- NYPD mug shot of Jacob Orgen
- Born: Jacob Orgenstein January 1893 Minsk
- Died: October 16, 1927 (aged 34) Manhattan, New York, U.S.
- Cause of death: Murdered
- Other name: Little Augie
- Occupation: Labor racketeer
- Known for: Vice king, bootlegger, Labor racketeer, Drug trafficker
- Height: 5 ft 2 in (157 cm)
- Predecessor: Nathan Kaplan
- Successor: Louis "Lepke" Buchalter, Jacob "Gurrah" Shapiro
- Children: 1

= Jacob Orgen =

American mobster (1893–1927)

Jacob "Little Augie" Orgen (January 1893 – October 16, 1927) was a New York gangster involved in bootlegging and labor racketeering during Prohibition.

==Biography==
Born to a middle-class Orthodox Jewish family from Austria as Jacob Orgenstein, Orgen became a well-known labor slugger for Benjamin "Dopey Benny" Fein by the early 1910s. Being ambitious, he had formed his own gang, "The Little Augies", c. 1911. He operated his labor rackets diligently for the next five or six years until his former boss, Dopey Benny, had faded from prominence. His rising star was soon put on hold, however, when "Kid Dropper" Nathan Kaplan and Johnny Spanish were both released from Sing Sing in 1917. While they worked together at first, they soon resumed their old rivalry and each formed his own separate gang.

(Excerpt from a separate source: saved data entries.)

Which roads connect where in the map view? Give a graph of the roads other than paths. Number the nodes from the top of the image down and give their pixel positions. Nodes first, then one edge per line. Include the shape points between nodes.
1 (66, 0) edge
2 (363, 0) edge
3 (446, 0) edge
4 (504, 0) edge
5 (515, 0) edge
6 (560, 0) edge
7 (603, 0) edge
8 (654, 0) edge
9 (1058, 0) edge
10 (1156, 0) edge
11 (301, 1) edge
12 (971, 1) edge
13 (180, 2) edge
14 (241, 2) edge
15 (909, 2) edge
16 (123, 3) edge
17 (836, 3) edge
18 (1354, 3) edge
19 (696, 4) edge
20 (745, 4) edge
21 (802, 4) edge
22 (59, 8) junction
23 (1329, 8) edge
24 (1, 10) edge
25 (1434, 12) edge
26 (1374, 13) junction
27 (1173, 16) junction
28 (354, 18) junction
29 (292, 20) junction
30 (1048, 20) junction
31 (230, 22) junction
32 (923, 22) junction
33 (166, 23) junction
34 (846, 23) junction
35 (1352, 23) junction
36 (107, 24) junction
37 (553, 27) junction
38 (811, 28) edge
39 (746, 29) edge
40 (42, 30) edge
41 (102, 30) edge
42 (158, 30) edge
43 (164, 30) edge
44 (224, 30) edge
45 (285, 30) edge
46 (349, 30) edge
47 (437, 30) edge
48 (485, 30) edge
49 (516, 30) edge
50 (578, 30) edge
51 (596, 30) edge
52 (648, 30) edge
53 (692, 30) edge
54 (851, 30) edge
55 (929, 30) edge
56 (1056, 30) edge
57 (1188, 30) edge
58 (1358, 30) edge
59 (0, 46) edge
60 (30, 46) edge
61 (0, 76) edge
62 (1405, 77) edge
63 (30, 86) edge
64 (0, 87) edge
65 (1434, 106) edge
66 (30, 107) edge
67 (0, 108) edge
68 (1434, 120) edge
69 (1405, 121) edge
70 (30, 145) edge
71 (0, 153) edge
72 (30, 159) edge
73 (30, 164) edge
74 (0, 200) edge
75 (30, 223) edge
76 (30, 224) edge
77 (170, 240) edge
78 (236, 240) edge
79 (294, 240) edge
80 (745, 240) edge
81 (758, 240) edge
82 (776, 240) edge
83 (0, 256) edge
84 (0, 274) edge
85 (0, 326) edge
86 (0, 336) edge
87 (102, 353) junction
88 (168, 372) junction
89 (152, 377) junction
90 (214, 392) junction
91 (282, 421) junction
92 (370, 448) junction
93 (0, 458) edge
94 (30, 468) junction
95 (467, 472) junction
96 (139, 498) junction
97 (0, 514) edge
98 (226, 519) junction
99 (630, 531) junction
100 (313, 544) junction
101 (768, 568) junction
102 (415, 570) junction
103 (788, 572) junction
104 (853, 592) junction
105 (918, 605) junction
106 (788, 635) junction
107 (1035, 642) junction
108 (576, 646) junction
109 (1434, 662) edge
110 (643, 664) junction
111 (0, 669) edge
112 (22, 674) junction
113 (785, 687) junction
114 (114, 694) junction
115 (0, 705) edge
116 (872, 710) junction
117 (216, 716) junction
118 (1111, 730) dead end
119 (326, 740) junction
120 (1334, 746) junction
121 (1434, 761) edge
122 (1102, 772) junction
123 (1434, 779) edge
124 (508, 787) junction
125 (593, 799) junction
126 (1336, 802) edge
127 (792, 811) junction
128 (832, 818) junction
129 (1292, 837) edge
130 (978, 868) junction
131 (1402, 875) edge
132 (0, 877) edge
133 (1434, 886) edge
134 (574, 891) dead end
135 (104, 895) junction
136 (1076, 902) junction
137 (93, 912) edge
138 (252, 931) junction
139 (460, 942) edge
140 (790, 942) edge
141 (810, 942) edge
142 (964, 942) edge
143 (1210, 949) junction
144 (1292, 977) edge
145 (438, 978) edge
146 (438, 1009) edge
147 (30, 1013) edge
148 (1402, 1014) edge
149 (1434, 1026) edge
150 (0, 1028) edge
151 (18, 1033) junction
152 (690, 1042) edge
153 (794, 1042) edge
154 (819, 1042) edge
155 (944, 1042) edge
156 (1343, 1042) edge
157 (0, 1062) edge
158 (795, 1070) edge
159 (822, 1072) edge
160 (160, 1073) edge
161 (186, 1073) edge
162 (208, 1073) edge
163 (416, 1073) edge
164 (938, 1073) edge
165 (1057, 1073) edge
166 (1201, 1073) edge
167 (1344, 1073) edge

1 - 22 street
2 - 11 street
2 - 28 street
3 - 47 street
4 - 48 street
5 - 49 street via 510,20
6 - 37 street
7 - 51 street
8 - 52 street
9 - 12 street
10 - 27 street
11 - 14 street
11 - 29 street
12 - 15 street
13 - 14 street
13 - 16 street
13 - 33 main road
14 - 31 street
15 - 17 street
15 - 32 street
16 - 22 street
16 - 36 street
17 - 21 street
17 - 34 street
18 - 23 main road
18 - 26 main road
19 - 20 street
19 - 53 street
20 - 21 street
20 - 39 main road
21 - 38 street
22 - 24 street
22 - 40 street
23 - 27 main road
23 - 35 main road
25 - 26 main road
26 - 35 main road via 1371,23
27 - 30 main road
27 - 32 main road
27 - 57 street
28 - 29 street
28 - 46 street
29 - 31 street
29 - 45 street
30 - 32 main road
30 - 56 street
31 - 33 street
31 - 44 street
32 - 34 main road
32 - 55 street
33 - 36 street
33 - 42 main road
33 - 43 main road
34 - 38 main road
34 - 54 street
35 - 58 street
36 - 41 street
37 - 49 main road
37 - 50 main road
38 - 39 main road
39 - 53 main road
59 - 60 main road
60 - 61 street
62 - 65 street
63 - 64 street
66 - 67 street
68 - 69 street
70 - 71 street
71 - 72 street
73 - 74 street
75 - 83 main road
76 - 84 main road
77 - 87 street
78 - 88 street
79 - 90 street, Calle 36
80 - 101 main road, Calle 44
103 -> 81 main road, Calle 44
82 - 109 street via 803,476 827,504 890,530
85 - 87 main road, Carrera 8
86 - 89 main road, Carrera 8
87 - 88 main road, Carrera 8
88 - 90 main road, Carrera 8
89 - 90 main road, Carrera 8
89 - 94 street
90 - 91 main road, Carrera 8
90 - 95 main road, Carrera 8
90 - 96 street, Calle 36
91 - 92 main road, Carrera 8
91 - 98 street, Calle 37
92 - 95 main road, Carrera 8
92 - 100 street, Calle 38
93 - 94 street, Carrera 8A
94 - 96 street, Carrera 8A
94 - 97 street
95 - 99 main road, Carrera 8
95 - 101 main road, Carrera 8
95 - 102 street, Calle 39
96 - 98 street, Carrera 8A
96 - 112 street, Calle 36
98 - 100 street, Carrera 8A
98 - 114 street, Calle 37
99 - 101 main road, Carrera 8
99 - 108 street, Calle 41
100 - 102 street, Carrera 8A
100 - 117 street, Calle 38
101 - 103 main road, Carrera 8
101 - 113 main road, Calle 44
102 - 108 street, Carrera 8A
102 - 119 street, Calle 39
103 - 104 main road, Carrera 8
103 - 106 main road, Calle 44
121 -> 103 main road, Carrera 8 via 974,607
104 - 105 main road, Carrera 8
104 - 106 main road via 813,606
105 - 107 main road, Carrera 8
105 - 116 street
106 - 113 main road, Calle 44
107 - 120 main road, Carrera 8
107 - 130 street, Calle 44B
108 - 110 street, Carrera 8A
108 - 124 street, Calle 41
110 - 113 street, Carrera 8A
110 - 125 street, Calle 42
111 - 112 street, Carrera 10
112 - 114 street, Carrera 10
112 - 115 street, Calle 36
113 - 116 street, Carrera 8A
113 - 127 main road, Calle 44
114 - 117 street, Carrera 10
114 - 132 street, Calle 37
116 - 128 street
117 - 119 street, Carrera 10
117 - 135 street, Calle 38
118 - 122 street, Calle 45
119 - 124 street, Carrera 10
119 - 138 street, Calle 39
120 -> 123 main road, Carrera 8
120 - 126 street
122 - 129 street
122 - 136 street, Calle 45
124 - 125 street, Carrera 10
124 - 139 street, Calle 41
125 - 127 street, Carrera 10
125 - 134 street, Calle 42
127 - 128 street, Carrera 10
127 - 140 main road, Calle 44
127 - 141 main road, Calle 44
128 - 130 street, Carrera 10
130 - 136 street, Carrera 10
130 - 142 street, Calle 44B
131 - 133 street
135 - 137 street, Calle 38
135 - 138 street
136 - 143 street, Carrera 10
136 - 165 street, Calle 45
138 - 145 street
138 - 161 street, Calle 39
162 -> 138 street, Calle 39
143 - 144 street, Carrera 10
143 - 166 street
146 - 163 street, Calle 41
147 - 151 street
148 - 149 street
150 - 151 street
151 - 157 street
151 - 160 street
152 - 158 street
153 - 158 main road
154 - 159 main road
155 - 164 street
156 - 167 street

Orgen was even further hindered in his rise in 1919 when he was jailed on a robbery charge. Kid Dropper eventually eliminated Spanish that same year and reigned supreme while Orgen was in jail. While Orgen was in prison, his gang barely held together and fought, often unsuccessfully, against Kaplan's gang while waiting patiently for their leader to return to the streets.

Orgen was released and on the streets again in 1923. Quickly becoming a formidable rival again to Kaplan, Orgen gradually built up a powerful organization which included members such as gunmen Louis "Lepke" Buchalter, Jacob "Gurrah" Shapiro, and Jack "Legs" Diamond. Orgen, allied with Solomon Schapiro, challenged Kaplan over labor slugging activities, particularly in the garment district. In 1923, a gang war broke out after a dispute over striking "wet wash" laundry workers.

After several months of fighting, including a particularly violent gunfight on Essex Street resulting in the deaths of two bystanders, Kaplan was murdered by gunman Louis Kushner, a man attached to Orgen's organization, on August 28, 1923. With Kaplan's death, Orgen gained complete control over labor racketeering.

By 1925 Orgen, in partnership with Legs Diamond, had started to move into bootlegging, supplying Broadway nightclubs and speakeasies. He also kept up his original core occupation of labor slugging. City officials soon began investigating union racketeering in New York, which threatened to expose other criminal operations. In 1927, through intermediary Louis Buchalter (although some sources claim Meyer Lansky), Orgen was advised by Arnold "The Brain" Rothstein to concentrate on infiltrating labor unions instead of traditional labor slugging and strong-arm tactics.

==Personal life==
In 1926 Orgen became a father when his wife gave birth to a girl who the couple named Zelda. With his increasing wealth, Orgen moved his family out of the Lower East Side to the more affluent Upper West Side.

Though the labor rackets were originally his main source of income, by the mid 1920s Orgen was expanding his horizons into bootlegging and other rackets.

==Death==
At 8:30 PM on October 15, 1927, Orgen and Legs Diamond, his business partner and Orgen's substitute bodyguard, were walking down Delancey Street and turning onto Norfolk Street on the Lower East Side, Manhattan, when a car slowly drove up behind them, a gunman jumped out, walked up behind them, and opened fire. Orgen was killed instantly with a shot to the right temple while Diamond was shot twice under the heart. The gunman jumped back into the car which quickly sped off north through Norfolk Street. The shooting was witnessed by many men, women, and children, who ran for cover in tenement hallways when the gunman opened fire. A few minutes later, policemen and detectives under Captain Seary of the Clinton Street precinct arrived to the scene. The wounded Diamond was removed to Bellevue Hospital in what was reported as a "dying" condition. According to some sources, Orgen was 34 years old at the time of his murder, but his tombstone in Mount Judah Cemetery reads simply "Jacob Orgen, Age 26 Years" because his father had disowned him after he formed the "Little Augies" in 1919 at the age of 26.